I remember mocking a friend at college for his part time McDonald’s job, but in those early years he’d banked way more transferable skills than I ever had by the time I’d landed my first ‘real’ job.
That guy is now leading a major digital transformation project for a London Council. Like many who have had service industry jobs, he’s always been a brilliant problem solver and is great at dealing with demanding clients. He brings projects in on time and to budget. He knows how to get things done.
At one point in my own career I covered the postproduction and special effects industry, where the managers at several high end VFX facilities all told me the same thing: they preferred to recruit their runners – many of whom would go on to become digital artists working on top Hollywood films – that had experience of working in the service industry.

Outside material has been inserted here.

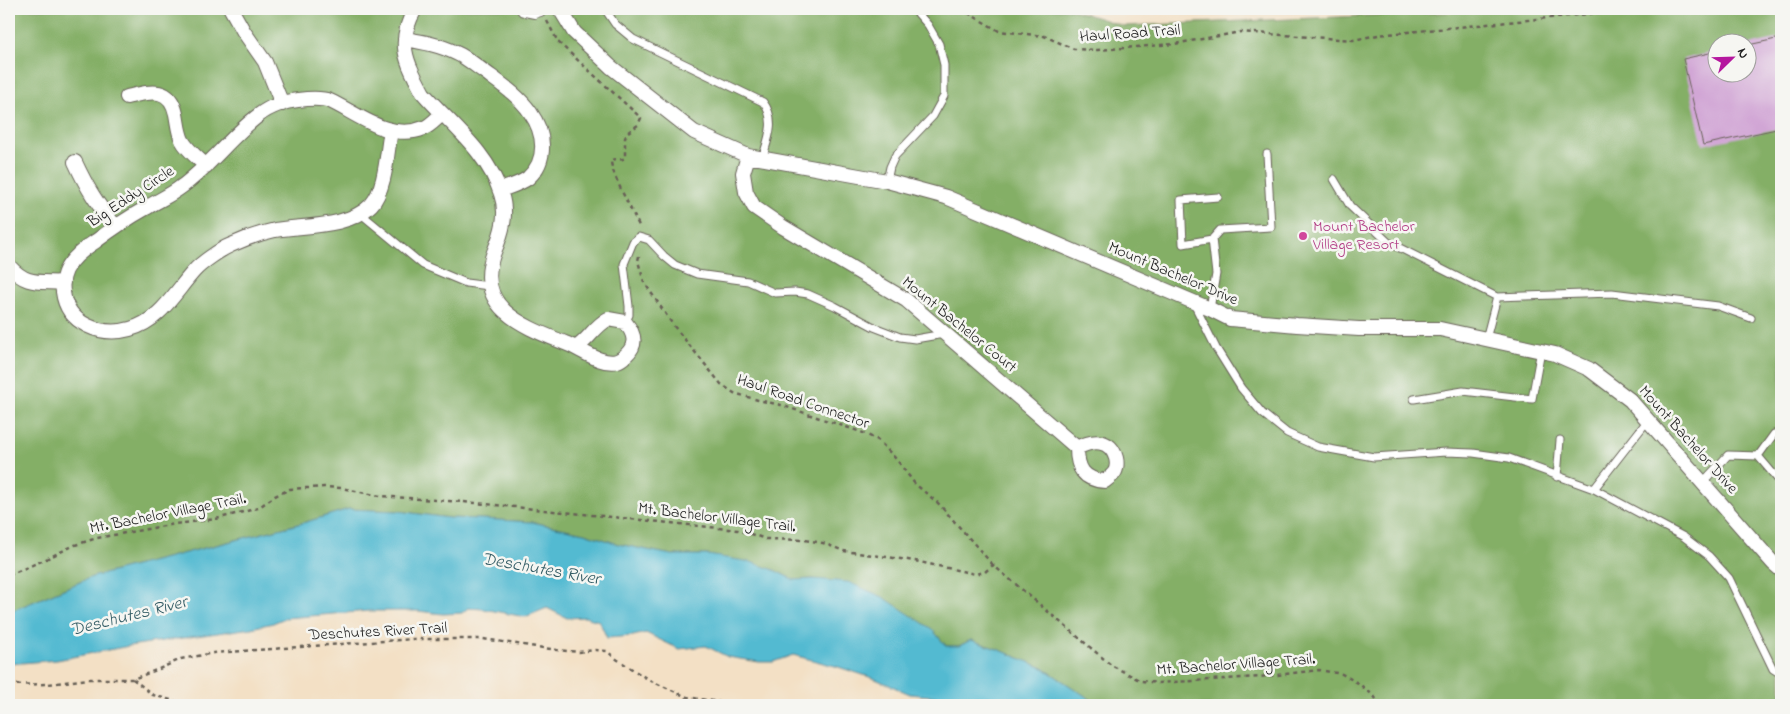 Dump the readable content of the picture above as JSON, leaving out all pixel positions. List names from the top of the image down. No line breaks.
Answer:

That ability to be client-facing, and deal with challenging behaviour and demands was valued as much as a fine arts degree from Oxford or someone’s ability to code.
And where else are you going to mix with such a diverse group of people? (Clue: the answer isn’t in your typical Silicon Valley start up).
As TI’s Lee notes: “In fast food you will work closely with people from all over the world. And, because many of those people are dentists, lawyers, teachers, who can’t work in their fields until they get their qualifications translated into English/US equivalents, you end up working with people from different socio-economic backgrounds too.
“Working on such diverse teams really prepares you for managing diverse personalities when you reach leadership positions and I’ve found it to be invaluable,” he adds.
And it’s clearly something Bezos values too, as he chomped his way through birthday Big Macs with the likes of Oprah, Beyonce and Bill Gates, his culinary choice represented his journey from a modest but informative start, to the pinnacle of tech success.